◆ TASK ◆
From the records below, copy the lines that include "הסמדר".

━━━ INFORMATION

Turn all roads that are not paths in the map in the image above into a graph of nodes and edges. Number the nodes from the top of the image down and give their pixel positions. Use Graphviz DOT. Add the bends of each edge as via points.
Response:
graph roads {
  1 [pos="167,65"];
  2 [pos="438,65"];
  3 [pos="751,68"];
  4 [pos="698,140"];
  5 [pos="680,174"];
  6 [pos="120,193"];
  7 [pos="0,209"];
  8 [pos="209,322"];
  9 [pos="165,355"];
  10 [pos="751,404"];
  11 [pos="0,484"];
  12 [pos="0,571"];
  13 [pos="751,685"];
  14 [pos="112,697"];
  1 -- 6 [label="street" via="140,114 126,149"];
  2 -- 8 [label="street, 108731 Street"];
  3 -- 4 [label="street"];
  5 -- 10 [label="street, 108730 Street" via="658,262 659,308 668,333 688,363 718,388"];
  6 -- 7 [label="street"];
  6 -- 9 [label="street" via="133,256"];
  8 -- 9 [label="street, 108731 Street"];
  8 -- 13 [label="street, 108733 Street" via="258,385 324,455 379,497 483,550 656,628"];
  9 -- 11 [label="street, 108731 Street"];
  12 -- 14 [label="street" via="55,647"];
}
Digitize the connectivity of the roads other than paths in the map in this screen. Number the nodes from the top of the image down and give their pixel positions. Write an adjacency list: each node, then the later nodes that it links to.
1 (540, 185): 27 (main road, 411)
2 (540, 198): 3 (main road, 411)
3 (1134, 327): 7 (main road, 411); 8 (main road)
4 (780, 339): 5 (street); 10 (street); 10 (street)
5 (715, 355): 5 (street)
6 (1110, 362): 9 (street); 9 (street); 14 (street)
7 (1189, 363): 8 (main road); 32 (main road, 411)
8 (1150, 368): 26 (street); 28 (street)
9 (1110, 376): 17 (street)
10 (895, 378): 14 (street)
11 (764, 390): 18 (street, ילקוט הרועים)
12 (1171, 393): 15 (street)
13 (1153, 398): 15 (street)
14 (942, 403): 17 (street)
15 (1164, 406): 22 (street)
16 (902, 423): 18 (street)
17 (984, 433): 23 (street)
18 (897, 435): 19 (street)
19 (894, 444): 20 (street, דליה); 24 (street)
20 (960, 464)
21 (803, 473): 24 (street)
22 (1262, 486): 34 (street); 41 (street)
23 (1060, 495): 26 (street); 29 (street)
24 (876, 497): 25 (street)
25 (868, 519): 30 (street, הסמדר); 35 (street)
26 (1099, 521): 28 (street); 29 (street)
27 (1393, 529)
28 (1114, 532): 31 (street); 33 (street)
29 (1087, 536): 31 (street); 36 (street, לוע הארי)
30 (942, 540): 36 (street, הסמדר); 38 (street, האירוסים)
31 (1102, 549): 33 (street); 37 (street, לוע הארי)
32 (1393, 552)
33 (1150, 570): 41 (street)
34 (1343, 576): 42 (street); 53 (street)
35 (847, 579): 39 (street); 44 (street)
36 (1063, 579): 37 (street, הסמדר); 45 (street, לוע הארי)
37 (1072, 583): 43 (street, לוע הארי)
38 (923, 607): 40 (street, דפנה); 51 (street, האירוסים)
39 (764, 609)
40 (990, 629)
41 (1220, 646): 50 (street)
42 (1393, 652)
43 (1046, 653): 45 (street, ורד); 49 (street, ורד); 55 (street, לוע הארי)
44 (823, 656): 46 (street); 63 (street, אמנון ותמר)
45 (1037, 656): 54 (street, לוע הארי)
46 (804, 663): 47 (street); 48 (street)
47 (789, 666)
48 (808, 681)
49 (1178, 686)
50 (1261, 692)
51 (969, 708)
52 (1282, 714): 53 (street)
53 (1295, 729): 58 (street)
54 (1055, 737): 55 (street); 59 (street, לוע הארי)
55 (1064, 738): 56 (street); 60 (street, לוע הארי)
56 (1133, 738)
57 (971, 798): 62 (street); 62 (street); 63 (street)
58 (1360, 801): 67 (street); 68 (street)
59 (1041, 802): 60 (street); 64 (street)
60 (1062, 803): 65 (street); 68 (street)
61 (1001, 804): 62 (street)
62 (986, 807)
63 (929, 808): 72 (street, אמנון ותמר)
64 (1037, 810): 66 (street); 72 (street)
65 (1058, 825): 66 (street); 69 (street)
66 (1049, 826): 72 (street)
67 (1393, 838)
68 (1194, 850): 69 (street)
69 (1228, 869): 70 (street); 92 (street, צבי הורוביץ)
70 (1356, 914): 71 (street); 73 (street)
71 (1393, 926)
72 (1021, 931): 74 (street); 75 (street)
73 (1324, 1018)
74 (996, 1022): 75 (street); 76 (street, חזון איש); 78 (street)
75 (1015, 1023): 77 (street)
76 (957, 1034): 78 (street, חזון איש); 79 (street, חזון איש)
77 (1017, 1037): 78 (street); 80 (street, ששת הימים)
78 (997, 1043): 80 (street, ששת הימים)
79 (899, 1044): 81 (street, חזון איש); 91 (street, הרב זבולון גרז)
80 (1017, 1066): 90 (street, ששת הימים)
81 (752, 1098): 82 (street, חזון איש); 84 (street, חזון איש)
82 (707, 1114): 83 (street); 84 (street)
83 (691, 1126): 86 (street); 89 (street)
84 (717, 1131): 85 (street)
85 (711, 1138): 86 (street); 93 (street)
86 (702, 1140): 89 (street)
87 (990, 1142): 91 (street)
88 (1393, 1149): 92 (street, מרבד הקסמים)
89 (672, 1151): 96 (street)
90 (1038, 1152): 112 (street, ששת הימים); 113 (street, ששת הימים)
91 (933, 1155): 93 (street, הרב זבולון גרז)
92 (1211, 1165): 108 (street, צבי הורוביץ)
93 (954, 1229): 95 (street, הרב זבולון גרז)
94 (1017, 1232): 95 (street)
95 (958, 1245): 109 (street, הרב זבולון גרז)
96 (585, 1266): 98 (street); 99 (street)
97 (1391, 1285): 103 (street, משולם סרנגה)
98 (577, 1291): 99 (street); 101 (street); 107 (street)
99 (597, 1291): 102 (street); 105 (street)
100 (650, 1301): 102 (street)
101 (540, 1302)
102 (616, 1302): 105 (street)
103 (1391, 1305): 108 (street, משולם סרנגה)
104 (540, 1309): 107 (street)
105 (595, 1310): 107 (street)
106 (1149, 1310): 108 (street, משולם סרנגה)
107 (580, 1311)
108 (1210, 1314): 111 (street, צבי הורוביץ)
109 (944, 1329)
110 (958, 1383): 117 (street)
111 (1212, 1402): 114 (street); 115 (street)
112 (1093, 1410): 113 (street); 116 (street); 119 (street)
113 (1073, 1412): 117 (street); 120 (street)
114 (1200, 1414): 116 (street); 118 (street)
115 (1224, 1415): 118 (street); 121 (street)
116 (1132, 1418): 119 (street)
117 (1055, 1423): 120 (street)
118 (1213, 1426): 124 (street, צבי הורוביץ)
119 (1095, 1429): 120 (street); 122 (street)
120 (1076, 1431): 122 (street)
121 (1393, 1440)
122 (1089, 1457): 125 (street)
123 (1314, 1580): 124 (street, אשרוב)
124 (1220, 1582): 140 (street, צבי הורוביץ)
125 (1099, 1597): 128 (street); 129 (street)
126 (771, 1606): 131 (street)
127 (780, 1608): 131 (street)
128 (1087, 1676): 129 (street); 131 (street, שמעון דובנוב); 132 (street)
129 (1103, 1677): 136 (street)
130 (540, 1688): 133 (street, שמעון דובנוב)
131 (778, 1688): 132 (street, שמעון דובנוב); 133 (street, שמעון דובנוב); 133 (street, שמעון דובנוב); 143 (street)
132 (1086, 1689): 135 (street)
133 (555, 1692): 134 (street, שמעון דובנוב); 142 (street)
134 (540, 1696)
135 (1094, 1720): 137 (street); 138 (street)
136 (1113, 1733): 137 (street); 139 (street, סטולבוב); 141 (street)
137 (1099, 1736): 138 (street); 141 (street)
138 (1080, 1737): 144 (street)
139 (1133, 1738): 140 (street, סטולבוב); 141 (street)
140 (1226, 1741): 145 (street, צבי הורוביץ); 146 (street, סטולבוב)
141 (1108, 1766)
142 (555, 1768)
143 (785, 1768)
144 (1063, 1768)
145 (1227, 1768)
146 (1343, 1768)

━━━━━━

◆ EXERCISE ANSWER ◆
25 (868, 519): 30 (street, הסמדר); 35 (street)
30 (942, 540): 36 (street, הסמדר); 38 (street, האירוסים)
36 (1063, 579): 37 (street, הסמדר); 45 (street, לוע הארי)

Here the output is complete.